Mark Zuckerberg: ‘We Are Responsible for the Content on Facebook’

Mark Zuckerberg frowning
Getty/Chip Somodevilla

Appearing before the Senate, Mark Zuckerberg admitted that Facebook is responsible for content posted on their platform.

Senator John Cornyn asked Mark Zuckerberg during his hearing before the Senate if Facebook’s old motto of “Move Fast and Break Things!” may have led to some of the mistakes that the company is now facing. Zuckerberg replied; “Senator, I do think that we made mistakes because of that but the broadest mistakes that we made here are not taking a broad enough view of our responsibility,” he continued; “The move fast cultural value is more tactical around whether engineers can shift things and different ways we operate but I think the big mistake that we made looking back on this is viewing our responsibility as just building tools rather than viewing our whole responsibility as making sure those tools are used for good.”

Senator Cornyn replied; “I appreciate that, because previously or in the past we’ve been told that platforms like Facebook, Twitter, Instagram and the like are neutral platforms and the people who own and run those for profit — and I’m not criticising doing something for profit in this country — but they bore no responsibility for the content. Do you agree now that Facebook and other social media platforms are not neutral platforms but bear some responsibility for the content?”

“I agree that we’re responsible for the content,” stated Zuckerberg.

“And I think that one of the big societal questions that we’re going to need to answer,” he continued, “is the current framework that we have, is based on this reactive model that assumes that there weren’t AI tools that could proactively tell whether something was terrorist content or something bad so it naturally relied on requiring people to flag for the company and for the company to take reasonable action.”

Zuckerberg continued to say; “In the future, we’re going to have tools that are going to be able to identify more types of bad content and I think there are moral and legal obligation questions that I think we’ll have to wrestle with a society when we want companies to proactively take action on those type of things.”
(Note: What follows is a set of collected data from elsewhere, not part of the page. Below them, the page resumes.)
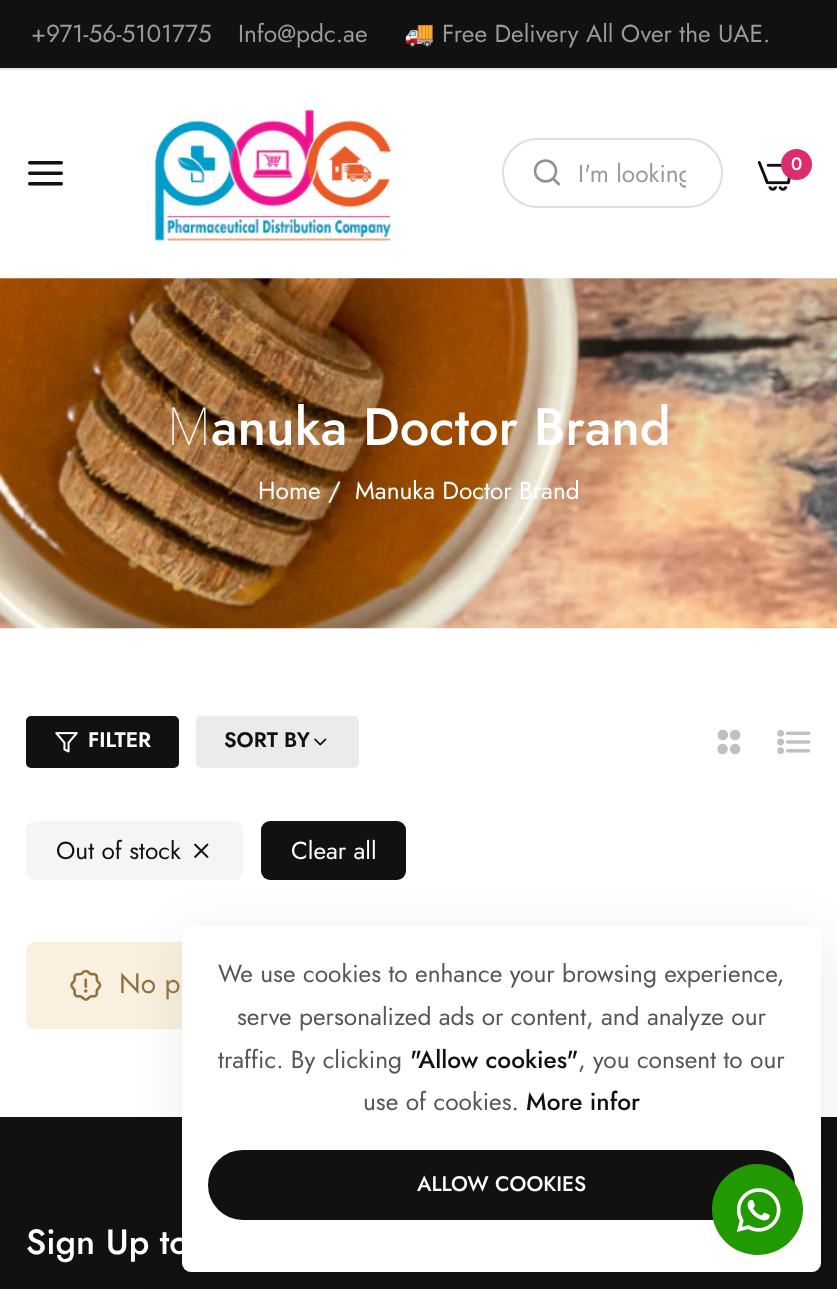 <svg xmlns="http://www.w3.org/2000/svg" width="837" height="1289">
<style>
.a{font:24.5px Jost;fill:#999}
.b{font:24.5px Noto Color Emoji;fill:#999}
.c{font:500 18px Jost;fill:#fff}
.d{font:100 52.5px Noto Sans;fill:#fff}
.e{font:500 52.5px Jost;fill:#fff}
.f{font:24.5px Jost;fill:#fff}
.g{font:600 21px Jost;fill:#fff}
.h{font:600 21px Jost;fill:#111}
.i{font:24.5px Jost;fill:#111}
.j{font:28px Jost;fill:#907341}
.k{font:500 35px Jost;fill:#fff}
.l{font:24.5px Jost;fill:#555}
.m{font:500 24.5px Jost;fill:#111}
.n{font:500 21px Jost;fill:#fff}
</style>
<defs>
<clipPath id="clip1"><path d="M578 156h108v35H578z"/></clipPath>
</defs>
<rect width="100%" height="100%" fill="#fff"/>
<path fill="#111" d="M0 0h837v68H0z"/>
<path fill="#ebebeb" d="M0 68h837v2H0z"/>
<image href="1.png" x="28" y="161" width="35" height="25"/>
<image href="2.png" x="151" y="105" width="246" height="140"/>
<rect fill="none" stroke="#dedede" stroke-width="2" x="503" y="139" width="219" height="68" rx="34"/>
<image href="3.png" x="534" y="159" width="26" height="27"/>
<image href="4.png" x="758" y="161" width="33" height="30"/>
<circle fill="#dd2c6c" cx="796.5" cy="164.5" r="15.5"/>
<image href="5.png" x="0" y="278" width="837" height="351"/>
<rect fill="#111" stroke="#111" stroke-width="2" x="27" y="717" width="151" height="50" rx="4"/>
<image href="6.png" x="55" y="732" width="23" height="21"/>
<rect fill="#ebebeb" stroke="#ebebeb" stroke-width="2" x="197" y="717" width="161" height="50" rx="4"/>
<image href="7.png" x="314" y="738" width="13" height="8"/>
<image href="8.png" x="717" y="730" width="24" height="24"/>
<image href="9.png" x="777" y="730" width="34" height="24"/>
<rect fill="#f5f5f5" x="26" y="821" width="217" height="59" rx="9"/>
<image href="10.png" x="194" y="843" width="15" height="15"/>
<rect fill="#111" x="261" y="821" width="145" height="59" rx="9"/>
<rect fill="#faf0df" x="26" y="942" width="786" height="87" rx="9"/>
<image href="11.png" x="70" y="970" width="32" height="31"/>
<path fill="#111" d="M0 1117h837v172H0z"/>
<rect fill="#00000014" filter="blur(26px)" x="182" y="935" width="639" height="346" rx="9"/>
<rect fill="#fff" x="182" y="926" width="639" height="346" rx="9"/>
<rect fill="#111" stroke="#111" stroke-width="2" x="209" y="1151" width="585" height="68" rx="34"/>
<circle fill="#219900" cx="757.5" cy="1209.5" r="45.5"/>
<image href="12.png" x="737" y="1188" width="44" height="44"/>
<text class="a" x="31" y="42">+971-56-5101775</text>
<text class="a" x="238" y="42">Info@pdc.ae</text>
<text class="b" x="404" y="42">🚚</text>
<text class="a" x="442" y="42">Free Delivery All Over the UAE.</text>
<g clip-path="url(#clip1)">
<text class="a" x="578" y="182">I'm looking</text>
</g>
<text class="c" x="791" y="170">0</text>
<text class="d" x="167" y="445">M</text>
<text class="e" x="211" y="445">anuka Doctor Brand</text>
<text class="f" x="258" y="499">Home /</text>
<text class="f" x="355" y="499">Manuka Doctor Brand</text>
<text class="g" x="88" y="747">FILTER</text>
<text class="h" x="224" y="747">SORT BY</text>
<text class="i" x="56" y="859">Out of stock</text>
<text class="f" x="291" y="859">Clear all</text>
<text class="j" x="119" y="993">No p</text>
<text class="k" x="26" y="1254">Sign Up to</text>
<text class="l" x="218" y="982">We use cookies to enhance your browsing experience,</text>
<text class="l" x="237" y="1025">serve personalized ads or content, and analyze our</text>
<text class="l" x="218" y="1068">traffic. By clicking</text>
<text class="m" x="410" y="1068">"Allow cookies"</text>
<text class="l" x="578" y="1068">, you consent to our</text>
<text class="l" x="363" y="1110">use of cookies.</text>
<text class="m" x="526" y="1110">More infor</text>
<text class="n" x="417" y="1191">ALLOW COOKIES</text>
</svg> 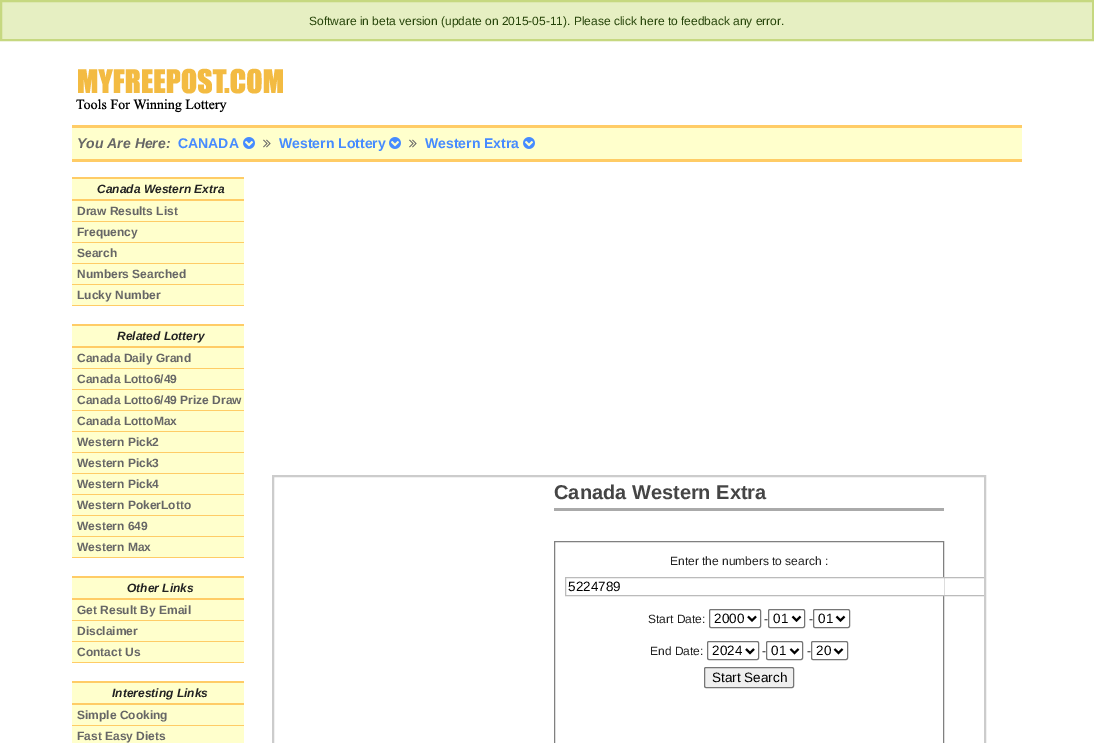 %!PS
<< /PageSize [1094 743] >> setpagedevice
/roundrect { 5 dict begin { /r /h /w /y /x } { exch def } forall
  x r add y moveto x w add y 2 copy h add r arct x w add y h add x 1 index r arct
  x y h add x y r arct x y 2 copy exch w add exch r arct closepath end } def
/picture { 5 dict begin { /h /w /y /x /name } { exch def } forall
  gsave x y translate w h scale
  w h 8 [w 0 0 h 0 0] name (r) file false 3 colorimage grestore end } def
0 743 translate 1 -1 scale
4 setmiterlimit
1 setgray
0 0 1094 743 rectfill
0.902 0.937 0.761 setrgbcolor
newpath 1 1 moveto 1093 1 lineto 1093 40 lineto 1 40 lineto closepath gsave fill grestore
0.776 0.847 0.502 setrgbcolor
2 setlinewidth
stroke
/LiberationSans-Regular [12 0 0 -12 0 0] selectfont
0.149 0.267 0.035 setrgbcolor
309 25 moveto (Software in beta version \(update on 2015-05-11\). Please click here to feedback any error.) show
(img1.rgb) 76 68 207 45 picture
1 1 0.8 setrgbcolor
72 128 950 31 rectfill
1 0.8 0.4 setrgbcolor
72 125 950 3 rectfill
72 159 950 3 rectfill
/LiberationSans-BoldItalic [14 0 0 -14 0 0] selectfont
0.4 setgray
77 148 moveto (You Are Here:) show
/LiberationSans-Bold [14 0 0 -14 0 0] selectfont
0.275 0.545 1 setrgbcolor
178 148 moveto (CANADA) show
(img2.rgb) 243 137 12 12 picture
(img3.rgb) 263 139 8 9 picture
279 148 moveto (Western Lottery) show
(img2.rgb) 389 137 12 12 picture
(img3.rgb) 409 139 8 9 picture
425 148 moveto (Western Extra) show
(img2.rgb) 523 137 12 12 picture
1 1 0.8 setrgbcolor
72 179 172 20 rectfill
1 0.8 0.4 setrgbcolor
72 177 172 2 rectfill
72 199 172 2 rectfill
/LiberationSans-BoldItalic [12 0 0 -12 0 0] selectfont
0.133 setgray
97 193 moveto (Canada Western Extra) show
1 1 0.8 setrgbcolor
72 201 172 20 rectfill
1 0.8 0.4 setrgbcolor
72 221 172 1 rectfill
/LiberationSans-Bold [12 0 0 -12 0 0] selectfont
0.4 setgray
77 215 moveto (Draw Results List) show
1 1 0.8 setrgbcolor
72 222 172 20 rectfill
1 0.8 0.4 setrgbcolor
72 242 172 1 rectfill
0.4 setgray
77 236 moveto (Frequency) show
1 1 0.8 setrgbcolor
72 243 172 20 rectfill
1 0.8 0.4 setrgbcolor
72 263 172 1 rectfill
0.4 setgray
77 257 moveto (Search) show
1 1 0.8 setrgbcolor
72 264 172 20 rectfill
1 0.8 0.4 setrgbcolor
72 284 172 1 rectfill
0.4 setgray
77 278 moveto (Numbers Searched) show
1 1 0.8 setrgbcolor
72 285 172 20 rectfill
1 0.8 0.4 setrgbcolor
72 305 172 1 rectfill
0.4 setgray
77 299 moveto (Lucky Number) show
1 1 0.8 setrgbcolor
72 326 172 20 rectfill
1 0.8 0.4 setrgbcolor
72 324 172 2 rectfill
72 346 172 2 rectfill
/LiberationSans-BoldItalic [12 0 0 -12 0 0] selectfont
0.133 setgray
117 340 moveto (Related Lottery) show
1 1 0.8 setrgbcolor
72 348 172 20 rectfill
1 0.8 0.4 setrgbcolor
72 368 172 1 rectfill
/LiberationSans-Bold [12 0 0 -12 0 0] selectfont
0.4 setgray
77 362 moveto (Canada Daily Grand) show
1 1 0.8 setrgbcolor
72 369 172 20 rectfill
1 0.8 0.4 setrgbcolor
72 389 172 1 rectfill
0.4 setgray
77 383 moveto (Canada Lotto6/49) show
1 1 0.8 setrgbcolor
72 390 172 20 rectfill
1 0.8 0.4 setrgbcolor
72 410 172 1 rectfill
0.4 setgray
77 404 moveto (Canada Lotto6/49 Prize Draw) show
1 1 0.8 setrgbcolor
72 411 172 20 rectfill
1 0.8 0.4 setrgbcolor
72 431 172 1 rectfill
0.4 setgray
77 425 moveto (Canada LottoMax) show
1 1 0.8 setrgbcolor
72 432 172 20 rectfill
1 0.8 0.4 setrgbcolor
72 452 172 1 rectfill
0.4 setgray
77 446 moveto (Western Pick2) show
1 1 0.8 setrgbcolor
72 453 172 20 rectfill
1 0.8 0.4 setrgbcolor
72 473 172 1 rectfill
0.4 setgray
77 467 moveto (Western Pick3) show
1 1 0.8 setrgbcolor
72 474 172 20 rectfill
1 0.8 0.4 setrgbcolor
72 494 172 1 rectfill
0.4 setgray
77 488 moveto (Western Pick4) show
1 1 0.8 setrgbcolor
72 495 172 20 rectfill
1 0.8 0.4 setrgbcolor
72 515 172 1 rectfill
0.4 setgray
77 509 moveto (Western PokerLotto) show
1 1 0.8 setrgbcolor
72 516 172 20 rectfill
1 0.8 0.4 setrgbcolor
72 536 172 1 rectfill
0.4 setgray
77 530 moveto (Western 649) show
1 1 0.8 setrgbcolor
72 537 172 20 rectfill
1 0.8 0.4 setrgbcolor
72 557 172 1 rectfill
0.4 setgray
77 551 moveto (Western Max) show
1 1 0.8 setrgbcolor
72 578 172 20 rectfill
1 0.8 0.4 setrgbcolor
72 576 172 2 rectfill
72 598 172 2 rectfill
/LiberationSans-BoldItalic [12 0 0 -12 0 0] selectfont
0.133 setgray
127 592 moveto (Other Links) show
1 1 0.8 setrgbcolor
72 600 172 20 rectfill
1 0.8 0.4 setrgbcolor
72 620 172 1 rectfill
/LiberationSans-Bold [12 0 0 -12 0 0] selectfont
0.4 setgray
77 614 moveto (Get Result By Email) show
1 1 0.8 setrgbcolor
72 621 172 20 rectfill
1 0.8 0.4 setrgbcolor
72 641 172 1 rectfill
0.4 setgray
77 635 moveto (Disclaimer) show
1 1 0.8 setrgbcolor
72 642 172 20 rectfill
1 0.8 0.4 setrgbcolor
72 662 172 1 rectfill
0.4 setgray
77 656 moveto (Contact Us) show
1 1 0.8 setrgbcolor
72 683 172 20 rectfill
1 0.8 0.4 setrgbcolor
72 681 172 2 rectfill
72 703 172 2 rectfill
/LiberationSans-BoldItalic [12 0 0 -12 0 0] selectfont
0.133 setgray
112 697 moveto (Interesting Links) show
1 1 0.8 setrgbcolor
72 705 172 20 rectfill
1 0.8 0.4 setrgbcolor
72 725 172 1 rectfill
/LiberationSans-Bold [12 0 0 -12 0 0] selectfont
0.4 setgray
77 719 moveto (Simple Cooking) show
1 1 0.8 setrgbcolor
72 726 172 17 rectfill
0.4 setgray
77 740 moveto (Fast Easy Diets) show
0.8 setgray
273 476 712 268 rectstroke
0.667 setgray
554 508 390 3 rectfill
/LiberationSans-Bold [20 0 0 -20 0 0] selectfont
0.271 setgray
554 499 moveto (Canada Western Extra) show
0.502 setgray
1 setlinewidth
554.5 541.5 389 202 rectstroke
/LiberationSans-Regular [12 0 0 -12 0 0] selectfont
0.133 setgray
670 565 moveto (Enter the numbers to search :) show
1 setgray
943 578 1 17 rectfill
gsave
274 477 710 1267 rectclip
0.733 setgray
565.5 577.5 422 18 rectstroke
grestore
/LiberationSans-Regular [13.5 0 0 -13.5 0 0] selectfont
0 setgray
568 591 moveto (5224789) show
/LiberationSans-Regular [12 0 0 -12 0 0] selectfont
0.133 setgray
648 623 moveto (Start Date:) show
0.463 setgray
709.5 609.5 51 18 1.5 roundrect stroke
0 setgray
2 setlinewidth
newpath 748 616.5 moveto 752 620.5 lineto 756 616.5 lineto stroke
/LiberationSans-Regular [13.5 0 0 -13.5 0 0] selectfont
714 623 moveto (2000) show
/LiberationSans-Regular [12 0 0 -12 0 0] selectfont
0.133 setgray
764 623 moveto (-) show
0.463 setgray
1 setlinewidth
768.5 609.5 36 18 1.5 roundrect stroke
0 setgray
2 setlinewidth
newpath 792.5 616.5 moveto 796.5 620.5 lineto 800.5 616.5 lineto stroke
/LiberationSans-Regular [13.5 0 0 -13.5 0 0] selectfont
773 623 moveto (01) show
/LiberationSans-Regular [12 0 0 -12 0 0] selectfont
0.133 setgray
809 623 moveto (-) show
0.463 setgray
1 setlinewidth
813.5 609.5 36 18 1.5 roundrect stroke
0 setgray
2 setlinewidth
newpath 836.5 616.5 moveto 840.5 620.5 lineto 844.5 616.5 lineto stroke
/LiberationSans-Regular [13.5 0 0 -13.5 0 0] selectfont
818 623 moveto (01) show
/LiberationSans-Regular [12 0 0 -12 0 0] selectfont
0.133 setgray
650 655 moveto (End Date:) show
0.463 setgray
1 setlinewidth
707.5 641.5 51 18 1.5 roundrect stroke
0 setgray
2 setlinewidth
newpath 746 649 moveto 750 653 lineto 754 649 lineto stroke
/LiberationSans-Regular [13.5 0 0 -13.5 0 0] selectfont
712 655 moveto (2024) show
/LiberationSans-Regular [12 0 0 -12 0 0] selectfont
0.133 setgray
762 655 moveto (-) show
0.463 setgray
1 setlinewidth
766.5 641.5 36 18 1.5 roundrect stroke
0 setgray
2 setlinewidth
newpath 790.5 649 moveto 794.5 653 lineto 798.5 649 lineto stroke
/LiberationSans-Regular [13.5 0 0 -13.5 0 0] selectfont
771 655 moveto (01) show
/LiberationSans-Regular [12 0 0 -12 0 0] selectfont
0.133 setgray
807 655 moveto (-) show
0.463 setgray
1 setlinewidth
811.5 641.5 36 18 1.5 roundrect stroke
0 setgray
2 setlinewidth
newpath 834.5 649 moveto 838.5 653 lineto 842.5 649 lineto stroke
/LiberationSans-Regular [13.5 0 0 -13.5 0 0] selectfont
816 655 moveto (20) show
0.937 setgray
704.5 667.5 89 20 1.5 roundrect gsave fill grestore
0.463 setgray
1 setlinewidth
stroke
0 setgray
712 682 moveto (Start Search) show
showpage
So it seems that according to Mark Zuckerberg, Facebook is responsible for the content posted on it, a claim that the company has denied in the past when many have called for the firm to be treated as a media company rather than a tech firm. German Justice Minister Heiko Maas called for the company to be treated as a media firm in 2016 saying; “In my view they should be treated as media even if they do not correspond to the media concept of television or radio.”